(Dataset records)
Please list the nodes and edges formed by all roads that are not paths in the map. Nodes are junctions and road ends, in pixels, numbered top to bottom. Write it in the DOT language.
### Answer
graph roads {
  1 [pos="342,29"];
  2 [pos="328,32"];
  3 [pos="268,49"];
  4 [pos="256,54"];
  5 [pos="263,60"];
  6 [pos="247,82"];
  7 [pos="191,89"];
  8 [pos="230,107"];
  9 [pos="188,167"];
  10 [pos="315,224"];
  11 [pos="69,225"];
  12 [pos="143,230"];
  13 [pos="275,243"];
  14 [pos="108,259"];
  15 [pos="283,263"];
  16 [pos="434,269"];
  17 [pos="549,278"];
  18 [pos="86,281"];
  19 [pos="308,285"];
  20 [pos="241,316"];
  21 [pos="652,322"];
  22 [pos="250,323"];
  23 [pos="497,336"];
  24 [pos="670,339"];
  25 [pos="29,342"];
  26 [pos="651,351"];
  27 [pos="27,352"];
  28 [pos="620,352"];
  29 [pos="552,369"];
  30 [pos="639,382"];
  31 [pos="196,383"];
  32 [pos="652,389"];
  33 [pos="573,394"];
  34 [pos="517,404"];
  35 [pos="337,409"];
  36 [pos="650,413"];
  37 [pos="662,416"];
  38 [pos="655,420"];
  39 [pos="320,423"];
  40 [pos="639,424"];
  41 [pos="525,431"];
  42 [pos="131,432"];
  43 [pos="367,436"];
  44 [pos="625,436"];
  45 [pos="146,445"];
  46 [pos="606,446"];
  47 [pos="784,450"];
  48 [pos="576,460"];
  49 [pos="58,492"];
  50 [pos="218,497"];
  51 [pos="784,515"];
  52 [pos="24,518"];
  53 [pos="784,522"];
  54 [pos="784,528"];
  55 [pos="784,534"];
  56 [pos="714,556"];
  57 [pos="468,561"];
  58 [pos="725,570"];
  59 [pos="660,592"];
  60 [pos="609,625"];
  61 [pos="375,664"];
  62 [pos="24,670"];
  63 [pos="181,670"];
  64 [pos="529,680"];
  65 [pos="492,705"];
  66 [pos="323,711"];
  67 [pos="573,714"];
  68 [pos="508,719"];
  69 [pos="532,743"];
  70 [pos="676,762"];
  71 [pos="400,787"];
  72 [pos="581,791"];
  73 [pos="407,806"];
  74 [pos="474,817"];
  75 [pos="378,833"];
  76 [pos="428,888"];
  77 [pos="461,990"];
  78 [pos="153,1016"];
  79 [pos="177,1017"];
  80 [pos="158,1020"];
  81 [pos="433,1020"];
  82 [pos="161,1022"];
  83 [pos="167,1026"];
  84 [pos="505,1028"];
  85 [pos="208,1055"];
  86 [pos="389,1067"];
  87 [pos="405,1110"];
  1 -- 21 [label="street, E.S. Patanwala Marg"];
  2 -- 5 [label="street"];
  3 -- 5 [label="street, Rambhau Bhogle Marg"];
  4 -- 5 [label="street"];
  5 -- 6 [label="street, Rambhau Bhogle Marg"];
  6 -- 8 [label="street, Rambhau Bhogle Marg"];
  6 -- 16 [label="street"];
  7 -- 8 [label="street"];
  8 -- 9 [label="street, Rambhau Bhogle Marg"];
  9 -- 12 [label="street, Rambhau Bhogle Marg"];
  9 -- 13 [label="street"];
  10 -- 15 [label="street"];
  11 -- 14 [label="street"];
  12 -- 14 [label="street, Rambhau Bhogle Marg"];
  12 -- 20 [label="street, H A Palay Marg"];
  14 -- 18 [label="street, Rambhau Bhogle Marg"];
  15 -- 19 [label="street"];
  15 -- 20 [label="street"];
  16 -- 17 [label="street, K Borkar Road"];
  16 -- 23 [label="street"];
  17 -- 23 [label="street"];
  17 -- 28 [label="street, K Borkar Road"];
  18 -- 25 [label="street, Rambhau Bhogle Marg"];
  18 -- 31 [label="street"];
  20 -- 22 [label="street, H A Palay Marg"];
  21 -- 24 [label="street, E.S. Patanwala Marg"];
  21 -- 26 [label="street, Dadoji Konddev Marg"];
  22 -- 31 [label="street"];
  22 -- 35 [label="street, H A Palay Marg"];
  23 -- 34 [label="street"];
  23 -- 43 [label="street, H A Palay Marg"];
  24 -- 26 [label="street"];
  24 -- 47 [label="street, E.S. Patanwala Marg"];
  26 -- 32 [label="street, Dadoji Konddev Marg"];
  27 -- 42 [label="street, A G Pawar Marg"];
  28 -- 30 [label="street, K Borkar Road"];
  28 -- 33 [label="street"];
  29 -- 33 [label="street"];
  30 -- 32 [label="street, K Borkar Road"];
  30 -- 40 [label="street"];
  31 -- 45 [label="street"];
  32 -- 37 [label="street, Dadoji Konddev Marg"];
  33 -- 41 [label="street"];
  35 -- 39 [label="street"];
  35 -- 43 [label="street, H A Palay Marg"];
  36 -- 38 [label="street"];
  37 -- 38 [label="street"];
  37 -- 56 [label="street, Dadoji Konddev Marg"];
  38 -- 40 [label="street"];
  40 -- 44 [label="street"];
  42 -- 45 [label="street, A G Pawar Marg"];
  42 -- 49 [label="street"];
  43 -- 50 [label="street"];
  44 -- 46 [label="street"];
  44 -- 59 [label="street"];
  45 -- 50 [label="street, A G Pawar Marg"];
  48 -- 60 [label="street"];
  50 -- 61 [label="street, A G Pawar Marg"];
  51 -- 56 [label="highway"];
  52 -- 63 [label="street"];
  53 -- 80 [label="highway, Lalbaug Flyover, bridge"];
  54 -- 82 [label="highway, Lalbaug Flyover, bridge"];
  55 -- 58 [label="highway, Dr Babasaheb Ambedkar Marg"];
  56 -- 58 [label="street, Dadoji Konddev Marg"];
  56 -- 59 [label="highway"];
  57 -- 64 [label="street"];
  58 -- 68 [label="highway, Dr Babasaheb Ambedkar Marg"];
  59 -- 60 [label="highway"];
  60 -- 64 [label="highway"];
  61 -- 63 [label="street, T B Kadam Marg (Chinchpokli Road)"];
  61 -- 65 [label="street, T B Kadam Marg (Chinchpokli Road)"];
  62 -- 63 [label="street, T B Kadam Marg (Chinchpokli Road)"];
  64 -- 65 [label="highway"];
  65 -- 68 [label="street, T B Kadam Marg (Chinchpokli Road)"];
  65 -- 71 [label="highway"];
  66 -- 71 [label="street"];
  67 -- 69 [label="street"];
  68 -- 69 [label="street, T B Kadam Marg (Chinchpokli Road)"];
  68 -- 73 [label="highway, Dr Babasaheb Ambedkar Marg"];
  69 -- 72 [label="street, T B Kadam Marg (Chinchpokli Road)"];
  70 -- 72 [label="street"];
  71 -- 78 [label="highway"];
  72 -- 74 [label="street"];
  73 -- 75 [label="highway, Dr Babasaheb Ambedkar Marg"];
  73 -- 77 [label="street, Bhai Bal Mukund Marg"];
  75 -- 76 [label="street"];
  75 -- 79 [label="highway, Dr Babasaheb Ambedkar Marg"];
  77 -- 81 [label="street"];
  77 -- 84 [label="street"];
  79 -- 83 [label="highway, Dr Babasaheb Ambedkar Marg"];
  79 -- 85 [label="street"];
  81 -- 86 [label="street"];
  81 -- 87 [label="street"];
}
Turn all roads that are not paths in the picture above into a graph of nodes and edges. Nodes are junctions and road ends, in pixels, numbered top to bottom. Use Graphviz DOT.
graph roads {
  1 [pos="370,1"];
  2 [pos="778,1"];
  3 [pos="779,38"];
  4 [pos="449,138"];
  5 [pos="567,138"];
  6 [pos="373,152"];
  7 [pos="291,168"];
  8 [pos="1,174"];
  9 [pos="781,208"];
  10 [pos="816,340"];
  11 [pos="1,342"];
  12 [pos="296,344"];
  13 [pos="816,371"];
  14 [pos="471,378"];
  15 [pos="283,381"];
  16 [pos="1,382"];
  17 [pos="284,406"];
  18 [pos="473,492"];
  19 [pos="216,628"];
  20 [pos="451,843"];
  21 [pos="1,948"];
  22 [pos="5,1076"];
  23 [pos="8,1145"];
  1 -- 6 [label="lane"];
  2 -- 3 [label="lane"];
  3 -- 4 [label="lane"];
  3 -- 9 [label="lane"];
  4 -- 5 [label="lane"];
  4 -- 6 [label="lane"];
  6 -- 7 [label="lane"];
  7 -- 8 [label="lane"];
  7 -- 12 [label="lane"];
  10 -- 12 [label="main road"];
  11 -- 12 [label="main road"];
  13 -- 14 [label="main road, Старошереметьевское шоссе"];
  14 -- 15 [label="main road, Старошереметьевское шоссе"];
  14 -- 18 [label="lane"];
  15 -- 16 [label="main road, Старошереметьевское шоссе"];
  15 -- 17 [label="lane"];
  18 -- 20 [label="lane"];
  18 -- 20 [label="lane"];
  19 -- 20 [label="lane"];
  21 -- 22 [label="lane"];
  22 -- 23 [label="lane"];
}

Work order> Copy every line from the entries that contains the word "Старошереметьевское".

Result of the task>
  13 -- 14 [label="main road, Старошереметьевское шоссе"];
  14 -- 15 [label="main road, Старошереметьевское шоссе"];
  15 -- 16 [label="main road, Старошереметьевское шоссе"];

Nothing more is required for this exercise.